How many lines in the records below contain the word "nodes"? Answer with the number alone.

--- Given entries ---

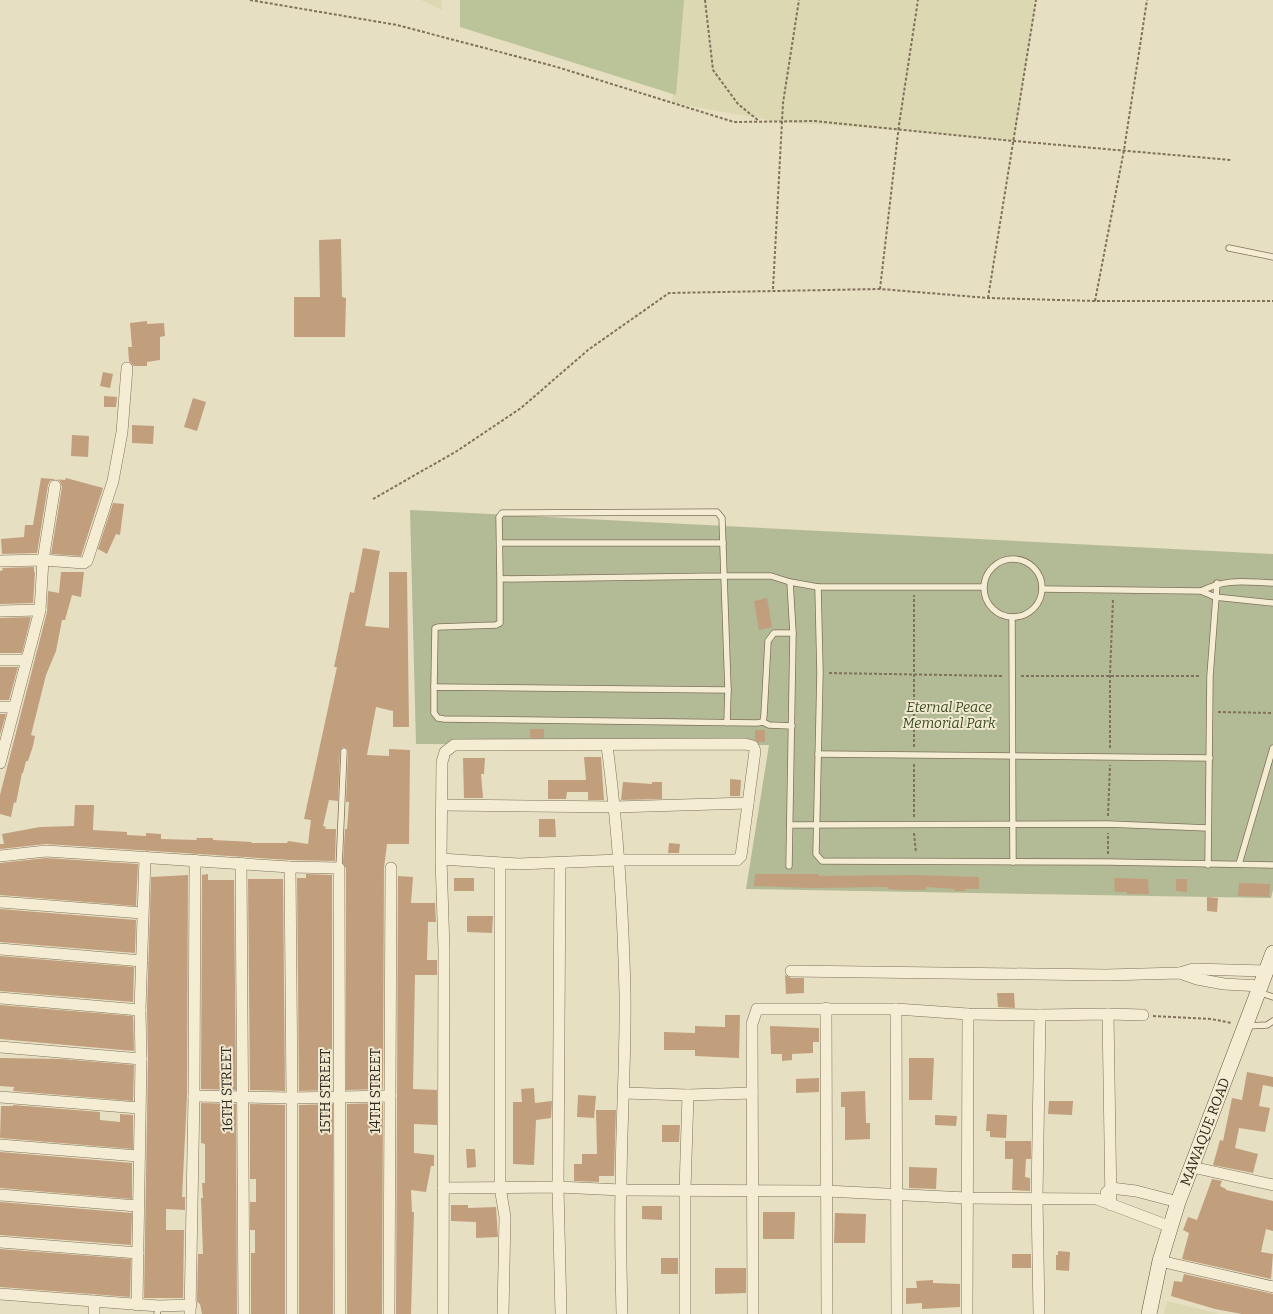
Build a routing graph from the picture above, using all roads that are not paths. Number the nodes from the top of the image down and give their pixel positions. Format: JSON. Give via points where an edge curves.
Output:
{"nodes":[{"id":1,"x":1229,"y":248,"type":"dead end"},
{"id":2,"x":1273,"y":257,"type":"edge"},
{"id":3,"x":127,"y":368,"type":"dead end"},
{"id":4,"x":55,"y":486,"type":"dead end"},
{"id":5,"x":723,"y":542,"type":"junction"},
{"id":6,"x":500,"y":543,"type":"junction"},
{"id":7,"x":42,"y":560,"type":"junction"},
{"id":8,"x":0,"y":561,"type":"edge"},
{"id":9,"x":724,"y":576,"type":"junction"},
{"id":10,"x":500,"y":579,"type":"junction"},
{"id":11,"x":790,"y":582,"type":"junction"},
{"id":12,"x":1217,"y":583,"type":"junction"},
{"id":13,"x":1273,"y":583,"type":"edge"},
{"id":14,"x":818,"y":587,"type":"junction"},
{"id":15,"x":983,"y":587,"type":"junction"},
{"id":16,"x":1042,"y":589,"type":"junction"},
{"id":17,"x":1201,"y":591,"type":"junction"},
{"id":18,"x":1215,"y":597,"type":"junction"},
{"id":19,"x":1273,"y":602,"type":"edge"},
{"id":20,"x":0,"y":610,"type":"edge"},
{"id":21,"x":40,"y":610,"type":"junction"},
{"id":22,"x":1012,"y":617,"type":"junction"},
{"id":23,"x":793,"y":633,"type":"junction"},
{"id":24,"x":0,"y":660,"type":"edge"},
{"id":25,"x":26,"y":660,"type":"junction"},
{"id":26,"x":434,"y":687,"type":"junction"},
{"id":27,"x":728,"y":690,"type":"junction"},
{"id":28,"x":0,"y":707,"type":"edge"},
{"id":29,"x":14,"y":707,"type":"junction"},
{"id":30,"x":763,"y":722,"type":"junction"},
{"id":31,"x":727,"y":723,"type":"junction"},
{"id":32,"x":792,"y":726,"type":"junction"},
{"id":33,"x":607,"y":746,"type":"junction"},
{"id":34,"x":1273,"y":748,"type":"edge"},
{"id":35,"x":344,"y":751,"type":"dead end"},
{"id":36,"x":818,"y":754,"type":"junction"},
{"id":37,"x":1013,"y":756,"type":"junction"},
{"id":38,"x":1210,"y":758,"type":"junction"},
{"id":39,"x":1,"y":759,"type":"edge"},
{"id":40,"x":748,"y":803,"type":"junction"},
{"id":41,"x":442,"y":805,"type":"junction"},
{"id":42,"x":615,"y":807,"type":"junction"},
{"id":43,"x":816,"y":824,"type":"junction"},
{"id":44,"x":790,"y":825,"type":"junction"},
{"id":45,"x":1013,"y":825,"type":"junction"},
{"id":46,"x":1208,"y":828,"type":"junction"},
{"id":47,"x":0,"y":856,"type":"edge"},
{"id":48,"x":145,"y":857,"type":"junction"},
{"id":49,"x":441,"y":859,"type":"junction"},
{"id":50,"x":195,"y":860,"type":"junction"},
{"id":51,"x":620,"y":860,"type":"junction"},
{"id":52,"x":1013,"y":862,"type":"junction"},
{"id":53,"x":241,"y":863,"type":"junction"},
{"id":54,"x":500,"y":863,"type":"junction"},
{"id":55,"x":560,"y":864,"type":"junction"},
{"id":56,"x":1239,"y":864,"type":"junction"},
{"id":57,"x":1208,"y":865,"type":"junction"},
{"id":58,"x":1273,"y":865,"type":"edge"},
{"id":59,"x":789,"y":866,"type":"dead end"},
{"id":60,"x":290,"y":867,"type":"junction"},
{"id":61,"x":339,"y":868,"type":"junction"},
{"id":62,"x":391,"y":868,"type":"dead end"},
{"id":63,"x":0,"y":902,"type":"edge"},
{"id":64,"x":142,"y":913,"type":"junction"},
{"id":65,"x":0,"y":949,"type":"edge"},
{"id":66,"x":1273,"y":953,"type":"edge"},
{"id":67,"x":142,"y":961,"type":"junction"},
{"id":68,"x":791,"y":971,"type":"dead end"},
{"id":69,"x":1266,"y":971,"type":"junction"},
{"id":70,"x":1180,"y":973,"type":"junction"},
{"id":71,"x":1259,"y":989,"type":"junction"},
{"id":72,"x":1273,"y":997,"type":"edge"},
{"id":73,"x":0,"y":998,"type":"edge"},
{"id":74,"x":826,"y":1008,"type":"junction"},
{"id":75,"x":896,"y":1009,"type":"junction"},
{"id":76,"x":140,"y":1010,"type":"junction"},
{"id":77,"x":968,"y":1014,"type":"junction"},
{"id":78,"x":1108,"y":1014,"type":"junction"},
{"id":79,"x":1040,"y":1015,"type":"junction"},
{"id":80,"x":1143,"y":1015,"type":"road end"},
{"id":81,"x":1273,"y":1021,"type":"edge"},
{"id":82,"x":1245,"y":1026,"type":"junction"},
{"id":83,"x":0,"y":1047,"type":"edge"},
{"id":84,"x":141,"y":1059,"type":"junction"},
{"id":85,"x":624,"y":1093,"type":"junction"},
{"id":86,"x":752,"y":1093,"type":"junction"},
{"id":87,"x":688,"y":1095,"type":"junction"},
{"id":88,"x":194,"y":1096,"type":"junction"},
{"id":89,"x":390,"y":1096,"type":"junction"},
{"id":90,"x":0,"y":1097,"type":"edge"},
{"id":91,"x":242,"y":1097,"type":"junction"},
{"id":92,"x":292,"y":1098,"type":"junction"},
{"id":93,"x":340,"y":1098,"type":"junction"},
{"id":94,"x":139,"y":1108,"type":"junction"},
{"id":95,"x":0,"y":1145,"type":"edge"},
{"id":96,"x":138,"y":1156,"type":"junction"},
{"id":97,"x":1192,"y":1167,"type":"junction"},
{"id":98,"x":1273,"y":1185,"type":"edge"},
{"id":99,"x":500,"y":1187,"type":"junction"},
{"id":100,"x":558,"y":1187,"type":"junction"},
{"id":101,"x":442,"y":1188,"type":"junction"},
{"id":102,"x":1111,"y":1188,"type":"junction"},
{"id":103,"x":685,"y":1189,"type":"junction"},
{"id":104,"x":621,"y":1190,"type":"junction"},
{"id":105,"x":754,"y":1191,"type":"junction"},
{"id":106,"x":826,"y":1191,"type":"junction"},
{"id":107,"x":897,"y":1194,"type":"junction"},
{"id":108,"x":0,"y":1195,"type":"edge"},
{"id":109,"x":1037,"y":1197,"type":"junction"},
{"id":110,"x":968,"y":1198,"type":"junction"},
{"id":111,"x":1097,"y":1199,"type":"junction"},
{"id":112,"x":1178,"y":1202,"type":"junction"},
{"id":113,"x":1111,"y":1205,"type":"junction"},
{"id":114,"x":137,"y":1206,"type":"junction"},
{"id":115,"x":1171,"y":1227,"type":"junction"},
{"id":116,"x":0,"y":1242,"type":"edge"},
{"id":117,"x":138,"y":1253,"type":"junction"},
{"id":118,"x":1160,"y":1261,"type":"junction"},
{"id":119,"x":1273,"y":1287,"type":"edge"},
{"id":120,"x":0,"y":1294,"type":"edge"},
{"id":121,"x":94,"y":1301,"type":"junction"},
{"id":122,"x":137,"y":1305,"type":"junction"},
{"id":123,"x":158,"y":1310,"type":"edge"},
{"id":124,"x":190,"y":1310,"type":"edge"},
{"id":125,"x":94,"y":1314,"type":"edge"},
{"id":126,"x":244,"y":1314,"type":"edge"},
{"id":127,"x":292,"y":1314,"type":"edge"},
{"id":128,"x":340,"y":1314,"type":"edge"},
{"id":129,"x":389,"y":1314,"type":"edge"},
{"id":130,"x":443,"y":1314,"type":"edge"},
{"id":131,"x":503,"y":1314,"type":"edge"},
{"id":132,"x":561,"y":1314,"type":"edge"},
{"id":133,"x":622,"y":1314,"type":"edge"},
{"id":134,"x":685,"y":1314,"type":"edge"},
{"id":135,"x":753,"y":1314,"type":"edge"},
{"id":136,"x":827,"y":1314,"type":"edge"},
{"id":137,"x":897,"y":1314,"type":"edge"},
{"id":138,"x":967,"y":1314,"type":"edge"},
{"id":139,"x":1038,"y":1314,"type":"edge"},
{"id":140,"x":1149,"y":1314,"type":"edge"}],
"edges":[{"from":1,"to":2,"type":"lane"},
{"from":3,"to":7,"type":"street","via":[[122,432],[113,480],[87,561],[84,564]]},
{"from":4,"to":7,"type":"street"},
{"from":5,"to":6,"type":"lane"},
{"from":5,"to":6,"type":"lane","via":[[722,518],[717,512],[502,513],[499,517]]},
{"from":5,"to":9,"type":"lane"},
{"from":6,"to":10,"type":"lane"},
{"from":7,"to":8,"type":"street"},
{"from":7,"to":21,"type":"street"},
{"from":9,"to":10,"type":"lane"},
{"from":9,"to":11,"type":"lane","via":[[771,576]]},
{"from":9,"to":27,"type":"lane"},
{"from":10,"to":26,"type":"lane","via":[[500,623],[435,628]]},
{"from":11,"to":14,"type":"lane"},
{"from":11,"to":23,"type":"lane"},
{"from":12,"to":13,"type":"lane"},
{"from":12,"to":17,"type":"lane"},
{"from":12,"to":18,"type":"lane"},
{"from":14,"to":15,"type":"lane"},
{"from":14,"to":36,"type":"lane"},
{"from":15,"to":16,"type":"lane","via":[[988,572],[999,562],[1014,559],[1028,563],[1039,574]]},
{"from":15,"to":22,"type":"lane","via":[[987,602],[997,613]]},
{"from":16,"to":17,"type":"lane"},
{"from":16,"to":22,"type":"lane","via":[[1037,604],[1026,614]]},
{"from":17,"to":18,"type":"lane"},
{"from":18,"to":19,"type":"lane"},
{"from":18,"to":38,"type":"lane","via":[[1210,676]]},
{"from":20,"to":21,"type":"street"},
{"from":21,"to":25,"type":"street"},
{"from":22,"to":37,"type":"lane"},
{"from":23,"to":30,"type":"lane","via":[[774,633],[768,641]]},
{"from":23,"to":32,"type":"lane"},
{"from":24,"to":25,"type":"street"},
{"from":25,"to":29,"type":"street"},
{"from":26,"to":27,"type":"lane"},
{"from":26,"to":31,"type":"lane","via":[[434,713],[438,718]]},
{"from":27,"to":31,"type":"lane"},
{"from":28,"to":29,"type":"street"},
{"from":29,"to":39,"type":"street"},
{"from":30,"to":31,"type":"lane"},
{"from":30,"to":32,"type":"lane"},
{"from":32,"to":44,"type":"lane"},
{"from":33,"to":40,"type":"street","via":[[754,746]]},
{"from":33,"to":41,"type":"street","via":[[454,745],[445,752],[442,762]]},
{"from":33,"to":42,"type":"street"},
{"from":34,"to":56,"type":"lane"},
{"from":35,"to":61,"type":"lane"},
{"from":36,"to":37,"type":"lane"},
{"from":36,"to":43,"type":"lane"},
{"from":37,"to":38,"type":"lane"},
{"from":37,"to":45,"type":"lane"},
{"from":38,"to":46,"type":"lane"},
{"from":40,"to":42,"type":"street"},
{"from":40,"to":51,"type":"street","via":[[741,856],[737,860]]},
{"from":41,"to":42,"type":"street"},
{"from":41,"to":49,"type":"street"},
{"from":42,"to":51,"type":"street"},
{"from":43,"to":44,"type":"lane"},
{"from":43,"to":45,"type":"lane"},
{"from":43,"to":52,"type":"lane","via":[[816,854],[822,861]]},
{"from":44,"to":59,"type":"lane"},
{"from":45,"to":46,"type":"lane","via":[[1108,824]]},
{"from":45,"to":52,"type":"lane"},
{"from":46,"to":57,"type":"lane"},
{"from":47,"to":48,"type":"street","via":[[46,851]]},
{"from":48,"to":50,"type":"street"},
{"from":48,"to":64,"type":"street"},
{"from":49,"to":54,"type":"street"},
{"from":49,"to":101,"type":"street","via":[[444,949]]},
{"from":50,"to":53,"type":"street"},
{"from":50,"to":88,"type":"street"},
{"from":51,"to":55,"type":"street"},
{"from":51,"to":85,"type":"street","via":[[625,993]]},
{"from":52,"to":57,"type":"lane"},
{"from":53,"to":60,"type":"street"},
{"from":53,"to":91,"type":"street","name":"16TH STREET"},
{"from":54,"to":55,"type":"street"},
{"from":54,"to":99,"type":"street"},
{"from":55,"to":100,"type":"street"},
{"from":56,"to":57,"type":"lane"},
{"from":56,"to":58,"type":"lane"},
{"from":60,"to":61,"type":"street"},
{"from":60,"to":92,"type":"street"},
{"from":61,"to":93,"type":"street","name":"15TH STREET"},
{"from":62,"to":89,"type":"street","name":"14TH STREET"},
{"from":63,"to":64,"type":"street"},
{"from":64,"to":67,"type":"street"},
{"from":65,"to":67,"type":"street"},
{"from":66,"to":69,"type":"main road","name":"MAWAQUE ROAD"},
{"from":67,"to":76,"type":"street"},
{"from":68,"to":70,"type":"street","via":[[1106,975]]},
{"from":69,"to":70,"type":"street","via":[[1192,969]]},
{"from":69,"to":71,"type":"main road","name":"MAWAQUE ROAD"},
{"from":70,"to":71,"type":"street","via":[[1197,979]]},
{"from":71,"to":72,"type":"lane"},
{"from":71,"to":82,"type":"main road","name":"MAWAQUE ROAD"},
{"from":73,"to":76,"type":"street"},
{"from":74,"to":75,"type":"street"},
{"from":74,"to":86,"type":"street","via":[[757,1010],[752,1024]]},
{"from":74,"to":106,"type":"street"},
{"from":75,"to":77,"type":"street"},
{"from":75,"to":107,"type":"street"},
{"from":76,"to":84,"type":"street"},
{"from":77,"to":79,"type":"street"},
{"from":77,"to":110,"type":"street"},
{"from":78,"to":79,"type":"street"},
{"from":78,"to":80,"type":"street"},
{"from":78,"to":102,"type":"street"},
{"from":79,"to":109,"type":"street"},
{"from":81,"to":82,"type":"lane","via":[[1267,1025]]},
{"from":82,"to":97,"type":"main road","name":"MAWAQUE ROAD"},
{"from":83,"to":84,"type":"street"},
{"from":84,"to":94,"type":"street"},
{"from":85,"to":87,"type":"street"},
{"from":85,"to":104,"type":"street"},
{"from":86,"to":87,"type":"street"},
{"from":86,"to":105,"type":"street"},
{"from":87,"to":103,"type":"street"},
{"from":88,"to":91,"type":"street"},
{"from":88,"to":124,"type":"street"},
{"from":89,"to":93,"type":"street"},
{"from":89,"to":129,"type":"street","name":"14TH STREET"},
{"from":90,"to":94,"type":"street"},
{"from":91,"to":92,"type":"street"},
{"from":91,"to":126,"type":"street","name":"16TH STREET"},
{"from":92,"to":93,"type":"street"},
{"from":92,"to":127,"type":"street"},
{"from":93,"to":128,"type":"street","name":"15TH STREET"},
{"from":94,"to":96,"type":"street"},
{"from":95,"to":96,"type":"street"},
{"from":96,"to":114,"type":"street"},
{"from":97,"to":98,"type":"street"},
{"from":97,"to":112,"type":"main road","name":"MAWAQUE ROAD"},
{"from":99,"to":100,"type":"street"},
{"from":99,"to":101,"type":"street"},
{"from":99,"to":131,"type":"street","via":[[505,1217]]},
{"from":100,"to":104,"type":"street"},
{"from":100,"to":132,"type":"street"},
{"from":101,"to":130,"type":"street"},
{"from":102,"to":111,"type":"street"},
{"from":102,"to":112,"type":"street","via":[[1136,1191]]},
{"from":102,"to":113,"type":"street"},
{"from":103,"to":104,"type":"street"},
{"from":103,"to":105,"type":"street"},
{"from":103,"to":134,"type":"street"},
{"from":104,"to":133,"type":"street"},
{"from":105,"to":106,"type":"street"},
{"from":105,"to":135,"type":"street"},
{"from":106,"to":107,"type":"street"},
{"from":106,"to":136,"type":"street"},
{"from":107,"to":110,"type":"street"},
{"from":107,"to":137,"type":"street"},
{"from":108,"to":114,"type":"street"},
{"from":109,"to":110,"type":"street"},
{"from":109,"to":111,"type":"street"},
{"from":109,"to":139,"type":"street"},
{"from":110,"to":138,"type":"street"},
{"from":111,"to":113,"type":"street"},
{"from":112,"to":115,"type":"main road","name":"MAWAQUE ROAD"},
{"from":113,"to":115,"type":"street"},
{"from":114,"to":117,"type":"street"},
{"from":115,"to":118,"type":"main road","name":"MAWAQUE ROAD"},
{"from":116,"to":117,"type":"street"},
{"from":117,"to":122,"type":"street"},
{"from":118,"to":119,"type":"street"},
{"from":118,"to":140,"type":"main road","name":"MAWAQUE ROAD"},
{"from":120,"to":121,"type":"street"},
{"from":121,"to":122,"type":"street"},
{"from":121,"to":125,"type":"street"},
{"from":122,"to":123,"type":"street"},
{"from":123,"to":124,"type":"street"}]}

---

◆ **Answer to the problem**: 2